1 month 4 weeks 2 hours ago Tuesday, November 21 2017 Nov 21, 2017 November 21, 2017 6:13 PM November 21, 2017 in News
Source: WBRZ

UPDATE: On Dec. 1 James Keener told 2 On Your Side he had received two checks in the mail from Union Pacific Financial totaling $27,414.53, which is the amount Keener had been requesting to move forward with his construction. 

BATON ROUGE - A man says he can't move forward with rebuilding his house because his mortgage company is making him run around in circles.

James Keener lives along Dickens Drive in Baton Rouge. He says he's done everything he can think of to help the situation that's going nowhere.

When 2 On Your Side met Keener at his property Tuesday, we immediately hopped on the phone with Union Pacific Financial. By the time we had hung up, 45 minutes had passed and Keener made no progress.

"They just giving me the runaround, giving me the runaround, giving me the runaround," he said.

The phone conversation ended with a manager telling Keener she'd be reviewing the file and get back to him by the end of business day.

A few months ago, Keener opted to tear down his flood-damaged home and elevate in order to bring his property into compliance. With the insurance money he has been allotted by his mortgage company and with an additional $30,000 out of his pocket, he's built tall piers to build his new house on. He's also purchased a few supplies, including house siding.
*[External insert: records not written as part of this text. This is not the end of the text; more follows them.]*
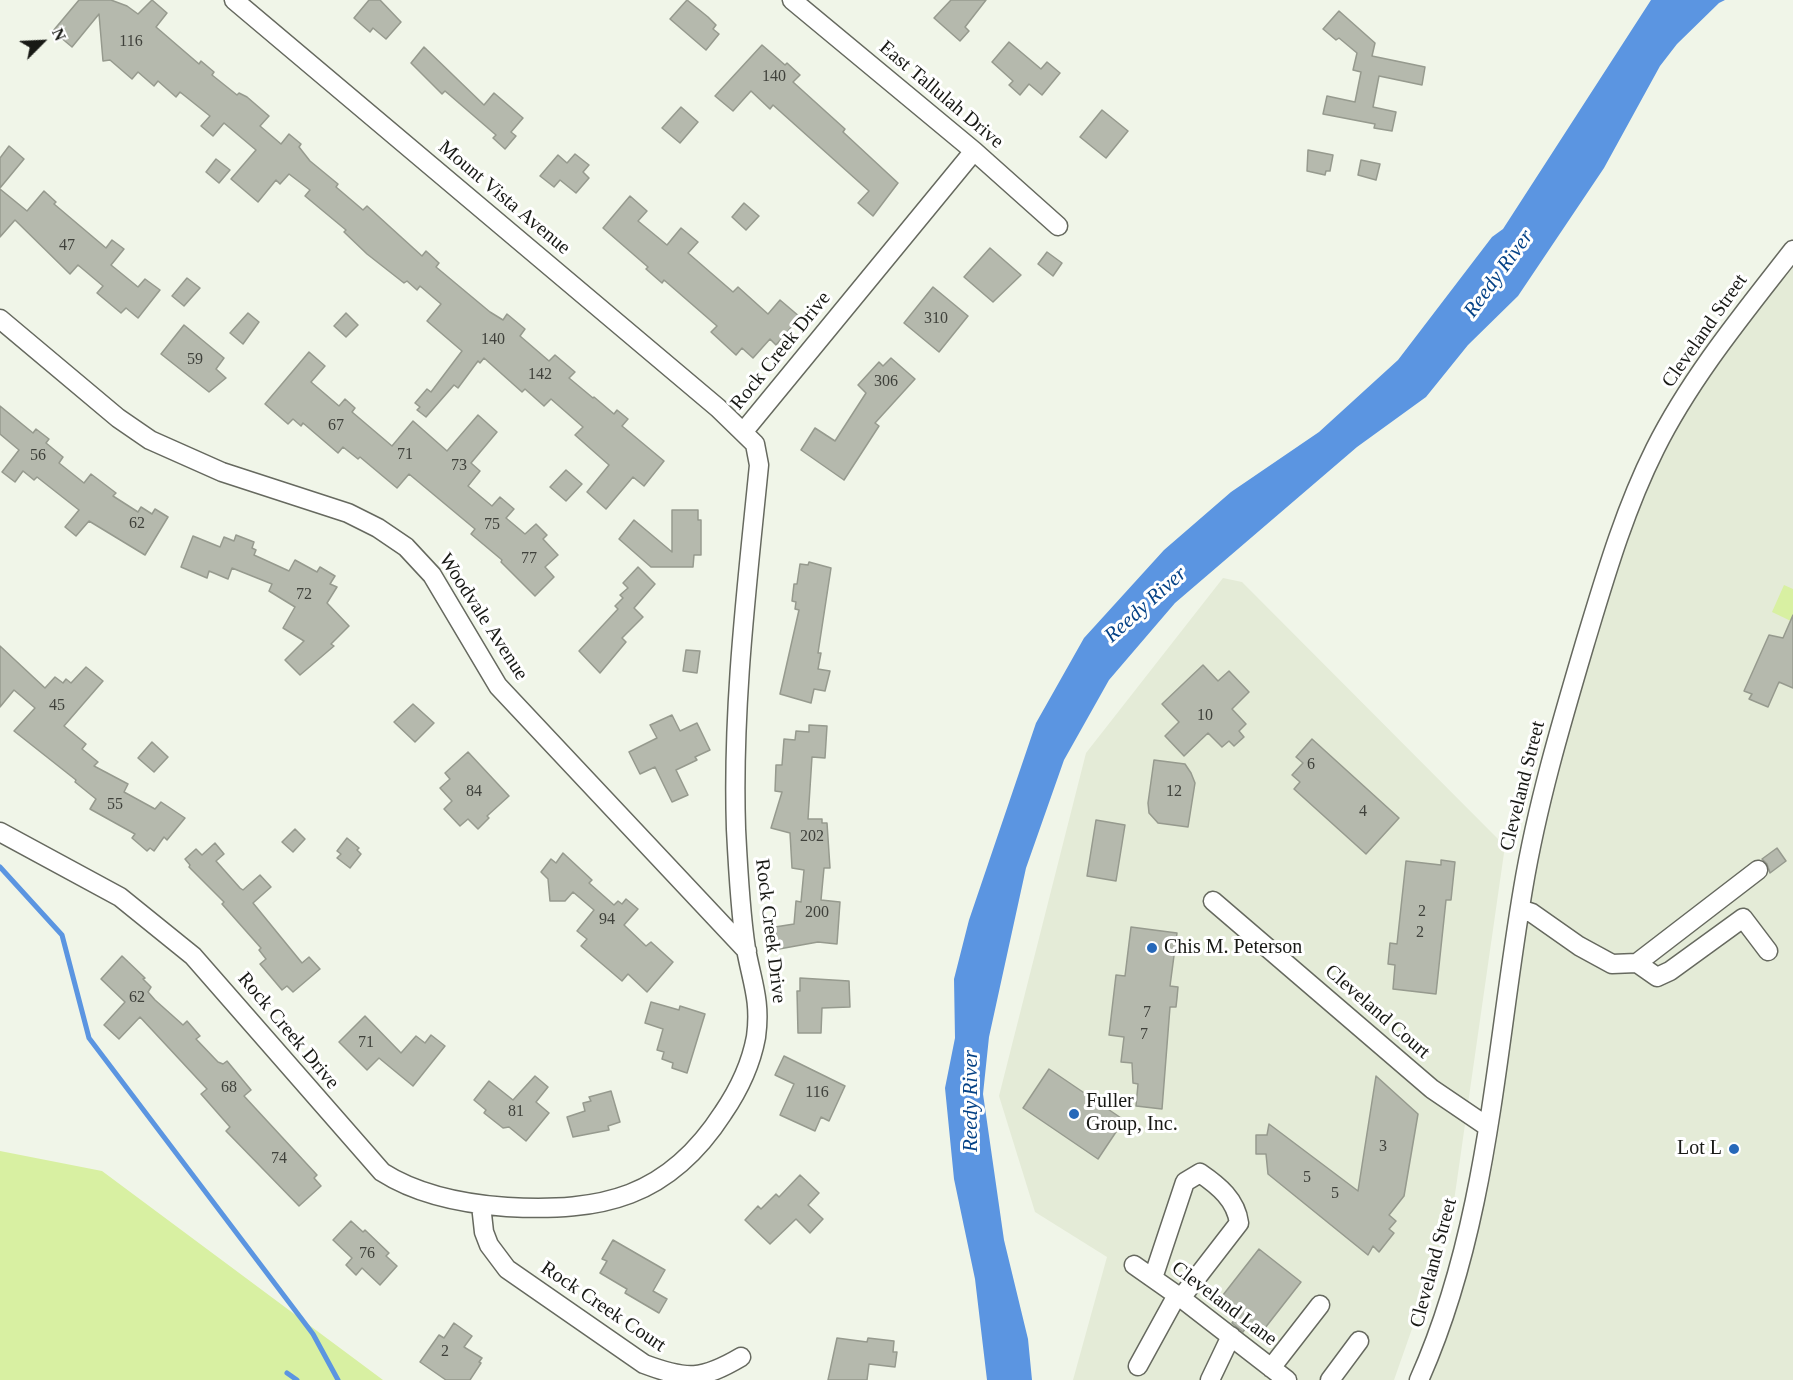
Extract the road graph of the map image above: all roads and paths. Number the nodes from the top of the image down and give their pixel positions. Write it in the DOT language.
graph roads {
  1 [pos="234,0"];
  2 [pos="792,0"];
  3 [pos="974,151"];
  4 [pos="1058,226"];
  5 [pos="1793,250"];
  6 [pos="0,319"];
  7 [pos="744,431"];
  8 [pos="0,832"];
  9 [pos="1758,870"];
  10 [pos="1213,901"];
  11 [pos="1520,909"];
  12 [pos="747,951"];
  13 [pos="1768,951"];
  14 [pos="1636,963"];
  15 [pos="1488,1127"];
  16 [pos="481,1205"];
  17 [pos="1134,1265"];
  18 [pos="1153,1278"];
  19 [pos="1179,1296"];
  20 [pos="1320,1305"];
  21 [pos="1231,1336"];
  22 [pos="1359,1341"];
  23 [pos="741,1357"];
  24 [pos="1138,1366"];
  25 [pos="1271,1368"];
  26 [pos="1210,1380"];
  27 [pos="1287,1380"];
  28 [pos="1330,1380"];
  29 [pos="1419,1380"];
  1 -- 7 [label="street, Mount Vista Avenue"];
  2 -- 3 [label="street, East Tallulah Drive"];
  3 -- 4 [label="street, East Tallulah Drive"];
  3 -- 7 [label="street, Rock Creek Drive"];
  5 -- 11 [label="street, Cleveland Street"];
  6 -- 12 [label="street, Woodvale Avenue"];
  7 -- 12 [label="street, Rock Creek Drive"];
  8 -- 16 [label="street, Rock Creek Drive"];
  9 -- 14 [label="street"];
  10 -- 15 [label="street, Cleveland Court"];
  11 -- 14 [label="street"];
  11 -- 15 [label="street, Cleveland Street"];
  12 -- 16 [label="street, Rock Creek Drive"];
  13 -- 14 [label="street"];
  15 -- 29 [label="street, Cleveland Street"];
  16 -- 23 [label="street, Rock Creek Court"];
  17 -- 18 [label="street, Cleveland Lane"];
  18 -- 19 [label="street, Cleveland Lane"];
  18 -- 19 [label="street"];
  19 -- 21 [label="street, Cleveland Lane"];
  19 -- 24 [label="street"];
  20 -- 25 [label="street"];
  21 -- 25 [label="street, Cleveland Lane"];
  21 -- 26 [label="street"];
  22 -- 28 [label="street"];
  25 -- 27 [label="street, Cleveland Lane"];
}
He tells 2 On Your Side he's submitted all the necessary paperwork that's been asked of him, including multiple renditions of his revised contractor assessment. He's asking for $26,000 to buy materials to move on with his building, but he's having a difficult time getting his mortgage company on the same page.

"I've sent them everything that they've wanted," said Keener. "We've sent them pictures, we've sent them progress pictures of everything."

He has December and January to figure this out, after that he'll be paying a $1,150 mortgage and $825 rent on his FEMA issued Manufactured Housing Unit.

"They have all the power right now, they have the money," he said. "There's really nothing you can do."

Keener, who only lived in the home a year before the flood washed it away, says he's never had any intention of leaving. He wants to stay and rebuild his family's home but says at this rate it's awfully difficult to move forward.

"We're just hoping and wishing one day we'll have our house back," he said.

Union Pacific did call Keener back. A manager told him they're waiting to hear back from upper management about what's next.